Show each line of the records in which the word "routing" occurs.

== Segment start ==

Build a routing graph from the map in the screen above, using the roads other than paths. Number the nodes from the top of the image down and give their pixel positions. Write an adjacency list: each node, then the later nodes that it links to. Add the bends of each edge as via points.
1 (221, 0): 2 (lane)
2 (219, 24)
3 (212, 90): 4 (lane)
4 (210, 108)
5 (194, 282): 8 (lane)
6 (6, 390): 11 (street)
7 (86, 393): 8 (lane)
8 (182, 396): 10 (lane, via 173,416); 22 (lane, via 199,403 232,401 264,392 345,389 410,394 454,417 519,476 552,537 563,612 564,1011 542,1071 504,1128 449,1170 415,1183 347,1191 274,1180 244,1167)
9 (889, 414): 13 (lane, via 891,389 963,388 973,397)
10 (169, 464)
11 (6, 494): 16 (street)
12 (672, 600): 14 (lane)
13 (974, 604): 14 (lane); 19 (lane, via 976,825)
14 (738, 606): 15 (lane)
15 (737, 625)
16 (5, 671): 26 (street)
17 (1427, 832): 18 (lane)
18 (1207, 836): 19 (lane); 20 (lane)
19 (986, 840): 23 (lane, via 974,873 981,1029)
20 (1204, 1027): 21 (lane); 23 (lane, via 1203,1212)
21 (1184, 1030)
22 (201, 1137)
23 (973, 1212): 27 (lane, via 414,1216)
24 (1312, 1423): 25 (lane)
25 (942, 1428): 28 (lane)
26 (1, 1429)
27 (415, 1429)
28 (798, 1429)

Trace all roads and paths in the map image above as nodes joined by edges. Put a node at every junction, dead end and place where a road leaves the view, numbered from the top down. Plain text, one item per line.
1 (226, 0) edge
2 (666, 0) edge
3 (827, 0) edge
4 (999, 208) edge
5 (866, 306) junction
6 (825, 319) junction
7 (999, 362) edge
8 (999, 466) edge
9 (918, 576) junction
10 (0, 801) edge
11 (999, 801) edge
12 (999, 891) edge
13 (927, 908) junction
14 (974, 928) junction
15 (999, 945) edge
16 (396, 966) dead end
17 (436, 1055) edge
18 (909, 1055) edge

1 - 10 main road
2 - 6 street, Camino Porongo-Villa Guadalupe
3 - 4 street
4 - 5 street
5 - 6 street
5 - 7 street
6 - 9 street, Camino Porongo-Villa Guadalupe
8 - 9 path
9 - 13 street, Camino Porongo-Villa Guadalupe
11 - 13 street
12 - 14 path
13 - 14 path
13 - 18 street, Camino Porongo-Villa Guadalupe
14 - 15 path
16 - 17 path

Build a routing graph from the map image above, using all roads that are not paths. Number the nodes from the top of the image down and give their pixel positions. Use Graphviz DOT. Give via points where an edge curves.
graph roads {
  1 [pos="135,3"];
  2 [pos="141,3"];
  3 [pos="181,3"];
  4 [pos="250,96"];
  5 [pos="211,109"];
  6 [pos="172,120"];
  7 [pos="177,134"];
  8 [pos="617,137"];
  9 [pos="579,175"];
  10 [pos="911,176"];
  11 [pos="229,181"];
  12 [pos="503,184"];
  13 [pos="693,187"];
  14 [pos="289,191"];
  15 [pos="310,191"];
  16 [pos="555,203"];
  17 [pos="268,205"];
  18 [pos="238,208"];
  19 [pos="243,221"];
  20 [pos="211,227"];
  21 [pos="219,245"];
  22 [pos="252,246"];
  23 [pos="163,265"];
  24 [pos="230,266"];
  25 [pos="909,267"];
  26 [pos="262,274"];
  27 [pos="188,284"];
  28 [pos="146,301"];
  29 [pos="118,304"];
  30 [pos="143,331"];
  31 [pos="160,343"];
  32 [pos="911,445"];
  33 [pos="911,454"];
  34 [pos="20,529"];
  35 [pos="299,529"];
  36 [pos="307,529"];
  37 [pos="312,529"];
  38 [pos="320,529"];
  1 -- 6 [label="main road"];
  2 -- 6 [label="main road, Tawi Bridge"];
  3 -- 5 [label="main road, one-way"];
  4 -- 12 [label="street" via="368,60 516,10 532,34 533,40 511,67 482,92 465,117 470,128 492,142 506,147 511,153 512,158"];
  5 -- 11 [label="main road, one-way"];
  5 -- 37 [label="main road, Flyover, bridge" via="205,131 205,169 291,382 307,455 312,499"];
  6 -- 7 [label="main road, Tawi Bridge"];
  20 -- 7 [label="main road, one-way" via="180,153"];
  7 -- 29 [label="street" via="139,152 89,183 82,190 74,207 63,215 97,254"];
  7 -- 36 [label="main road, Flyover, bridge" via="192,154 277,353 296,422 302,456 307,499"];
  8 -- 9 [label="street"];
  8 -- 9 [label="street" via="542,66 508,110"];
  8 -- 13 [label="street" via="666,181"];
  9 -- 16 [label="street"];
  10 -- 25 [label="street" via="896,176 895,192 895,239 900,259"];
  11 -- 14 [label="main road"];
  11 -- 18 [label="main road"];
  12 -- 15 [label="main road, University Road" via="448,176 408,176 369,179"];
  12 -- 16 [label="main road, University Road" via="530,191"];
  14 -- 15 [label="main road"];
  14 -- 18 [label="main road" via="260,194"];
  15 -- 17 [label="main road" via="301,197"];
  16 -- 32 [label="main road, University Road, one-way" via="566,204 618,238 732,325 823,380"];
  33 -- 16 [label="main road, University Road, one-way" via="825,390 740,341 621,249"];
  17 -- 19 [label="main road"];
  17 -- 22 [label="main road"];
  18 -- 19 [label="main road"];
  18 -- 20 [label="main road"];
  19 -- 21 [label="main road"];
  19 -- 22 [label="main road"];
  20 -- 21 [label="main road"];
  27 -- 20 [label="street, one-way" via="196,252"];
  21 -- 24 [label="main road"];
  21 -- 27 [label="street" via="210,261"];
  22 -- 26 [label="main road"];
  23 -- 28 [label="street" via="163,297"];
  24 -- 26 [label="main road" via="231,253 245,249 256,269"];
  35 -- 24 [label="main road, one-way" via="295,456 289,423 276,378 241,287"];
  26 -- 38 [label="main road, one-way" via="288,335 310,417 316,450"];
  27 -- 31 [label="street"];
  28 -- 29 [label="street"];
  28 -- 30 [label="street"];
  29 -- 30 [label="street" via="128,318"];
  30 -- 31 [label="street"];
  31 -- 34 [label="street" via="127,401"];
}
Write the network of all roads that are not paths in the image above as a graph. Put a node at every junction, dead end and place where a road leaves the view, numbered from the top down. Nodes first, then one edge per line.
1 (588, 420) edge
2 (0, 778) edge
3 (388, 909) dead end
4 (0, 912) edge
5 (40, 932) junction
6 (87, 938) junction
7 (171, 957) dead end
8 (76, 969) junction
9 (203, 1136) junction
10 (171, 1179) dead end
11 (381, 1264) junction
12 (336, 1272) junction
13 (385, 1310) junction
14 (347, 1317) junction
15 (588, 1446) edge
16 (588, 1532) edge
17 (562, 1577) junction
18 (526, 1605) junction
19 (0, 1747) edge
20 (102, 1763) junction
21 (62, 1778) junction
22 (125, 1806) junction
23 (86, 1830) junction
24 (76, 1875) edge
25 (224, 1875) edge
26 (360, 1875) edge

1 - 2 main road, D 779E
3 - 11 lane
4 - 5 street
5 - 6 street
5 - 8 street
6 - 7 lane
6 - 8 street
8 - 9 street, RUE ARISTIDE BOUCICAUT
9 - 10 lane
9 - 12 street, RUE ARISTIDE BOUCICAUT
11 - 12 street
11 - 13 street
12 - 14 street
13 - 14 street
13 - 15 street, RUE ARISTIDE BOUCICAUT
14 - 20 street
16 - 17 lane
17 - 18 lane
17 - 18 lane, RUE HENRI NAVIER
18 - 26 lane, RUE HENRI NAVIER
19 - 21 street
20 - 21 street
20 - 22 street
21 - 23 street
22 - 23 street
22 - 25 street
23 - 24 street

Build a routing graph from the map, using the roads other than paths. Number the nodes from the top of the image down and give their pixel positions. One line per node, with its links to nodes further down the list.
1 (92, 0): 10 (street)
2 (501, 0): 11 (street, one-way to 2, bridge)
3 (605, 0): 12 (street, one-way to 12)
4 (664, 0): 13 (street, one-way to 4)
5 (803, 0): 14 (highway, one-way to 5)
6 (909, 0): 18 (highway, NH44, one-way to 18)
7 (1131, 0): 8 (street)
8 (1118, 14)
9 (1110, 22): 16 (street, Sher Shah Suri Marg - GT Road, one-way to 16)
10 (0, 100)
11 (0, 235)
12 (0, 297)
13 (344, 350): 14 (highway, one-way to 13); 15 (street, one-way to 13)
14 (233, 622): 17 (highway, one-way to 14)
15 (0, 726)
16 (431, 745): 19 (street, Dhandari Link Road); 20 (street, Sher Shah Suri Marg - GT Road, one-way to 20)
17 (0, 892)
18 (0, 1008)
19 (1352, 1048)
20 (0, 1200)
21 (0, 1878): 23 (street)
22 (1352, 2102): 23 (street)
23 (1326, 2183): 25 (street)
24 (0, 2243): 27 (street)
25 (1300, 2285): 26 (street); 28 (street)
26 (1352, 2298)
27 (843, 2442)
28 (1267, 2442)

== Segment end ==

- _Solution to this problem_:
Build a routing graph from the map in the screen above, using the roads other than paths. Number the nodes from the top of the image down and give their pixel positions. Write an adjacency list: each node, then the later nodes that it links to. Add the bends of each edge as via points.
Build a routing graph from the map image above, using all roads that are not paths. Number the nodes from the top of the image down and give their pixel positions. Use Graphviz DOT. Give via points where an edge curves.
Build a routing graph from the map, using the roads other than paths. Number the nodes from the top of the image down and give their pixel positions. One line per node, with its links to nodes further down the list.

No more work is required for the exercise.